'''

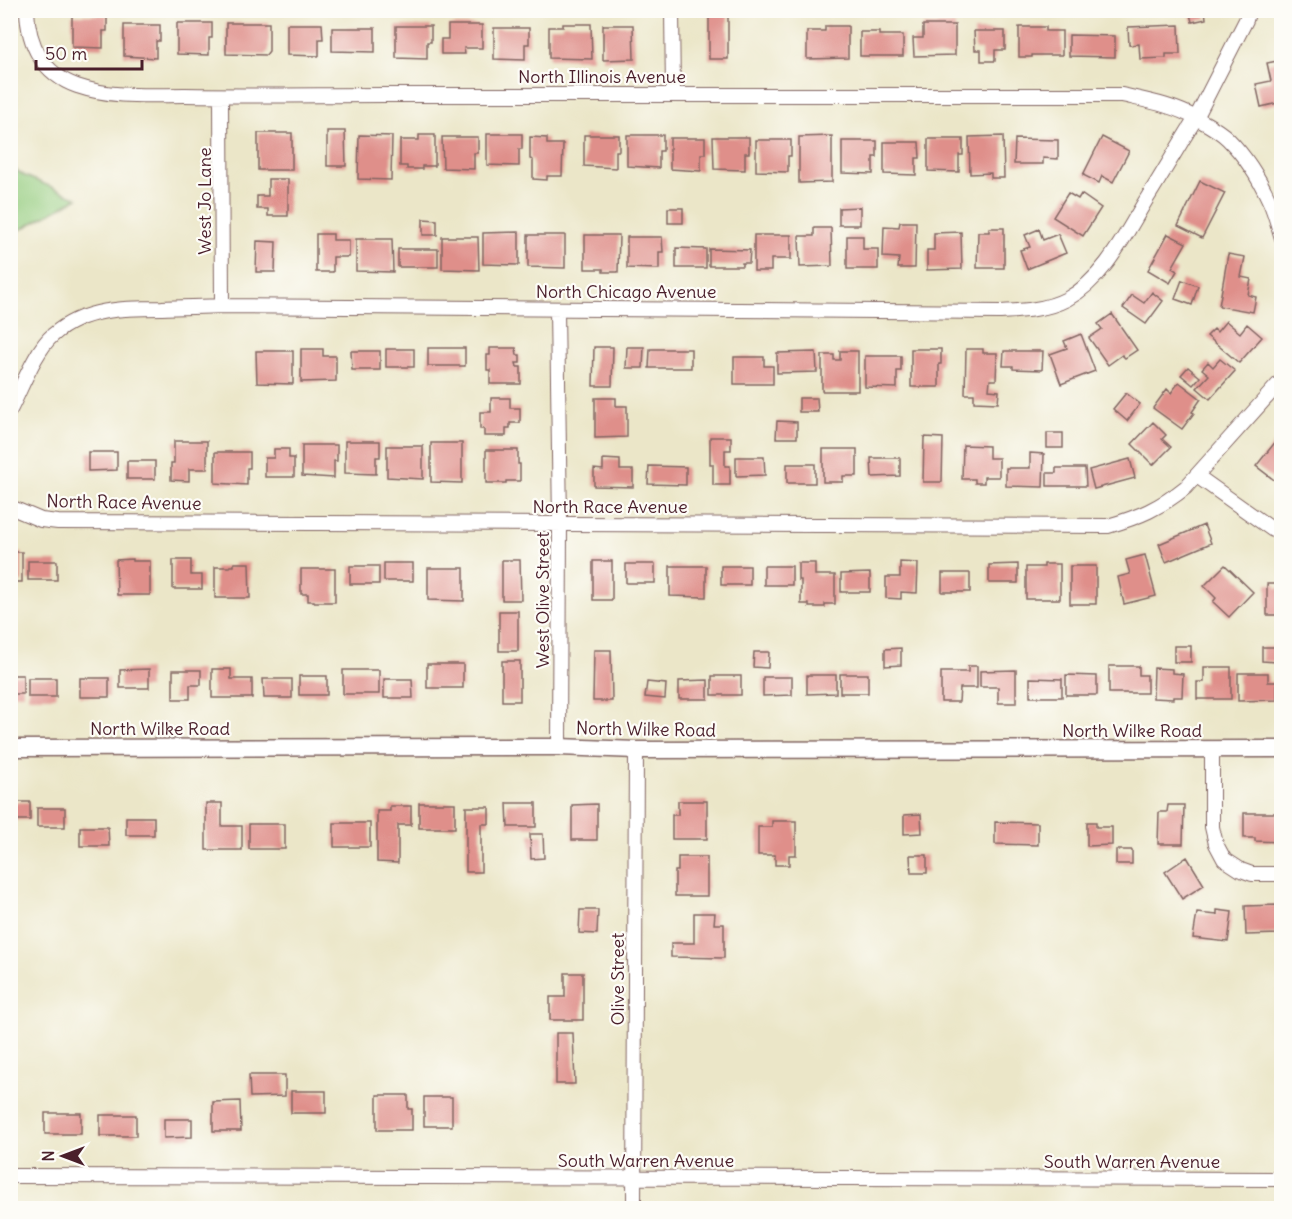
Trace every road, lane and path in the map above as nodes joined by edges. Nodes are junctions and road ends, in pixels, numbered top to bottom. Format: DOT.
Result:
graph roads {
  1 [pos="27,10"];
  2 [pos="672,10"];
  3 [pos="1249,10"];
  4 [pos="674,93"];
  5 [pos="221,96"];
  6 [pos="1196,118"];
  7 [pos="1281,238"];
  8 [pos="222,306"];
  9 [pos="557,309"];
  10 [pos="1281,380"];
  11 [pos="10,410"];
  12 [pos="1197,476"];
  13 [pos="10,507"];
  14 [pos="560,524"];
  15 [pos="1273,530"];
  16 [pos="560,747"];
  17 [pos="10,748"];
  18 [pos="1212,749"];
  19 [pos="1281,749"];
  20 [pos="636,750"];
  21 [pos="1281,874"];
  22 [pos="10,1176"];
  23 [pos="634,1178"];
  24 [pos="1281,1179"];
  25 [pos="634,1209"];
  1 -- 5 [label="street, North Illinois Avenue"];
  2 -- 4 [label="street"];
  3 -- 6 [label="street, North Chicago Avenue"];
  4 -- 5 [label="street, North Illinois Avenue"];
  4 -- 6 [label="street, North Illinois Avenue"];
  5 -- 8 [label="street, West Jo Lane"];
  6 -- 7 [label="street, North Illinois Avenue"];
  6 -- 9 [label="street, North Chicago Avenue"];
  8 -- 9 [label="street, North Chicago Avenue"];
  8 -- 11 [label="street, North Chicago Avenue"];
  9 -- 14 [label="street, West Olive Street"];
  10 -- 12 [label="street, North Race Avenue"];
  12 -- 14 [label="street, North Race Avenue"];
  12 -- 15 [label="street"];
  13 -- 14 [label="street, North Race Avenue"];
  14 -- 16 [label="street, West Olive Street"];
  16 -- 17 [label="street, North Wilke Road"];
  16 -- 20 [label="street, North Wilke Road"];
  18 -- 19 [label="street, North Wilke Road"];
  18 -- 20 [label="street, North Wilke Road"];
  18 -- 21 [label="street"];
  20 -- 23 [label="street, Olive Street"];
  22 -- 23 [label="street, South Warren Avenue"];
  23 -- 24 [label="street, South Warren Avenue"];
  23 -- 25 [label="street, Olive Street"];
}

'''

:: Activity ::
Read through the entries above, and wherever a line holds the string "West", copy it.

:: Task response ::
  5 -- 8 [label="street, West Jo Lane"];
  9 -- 14 [label="street, West Olive Street"];
  14 -- 16 [label="street, West Olive Street"];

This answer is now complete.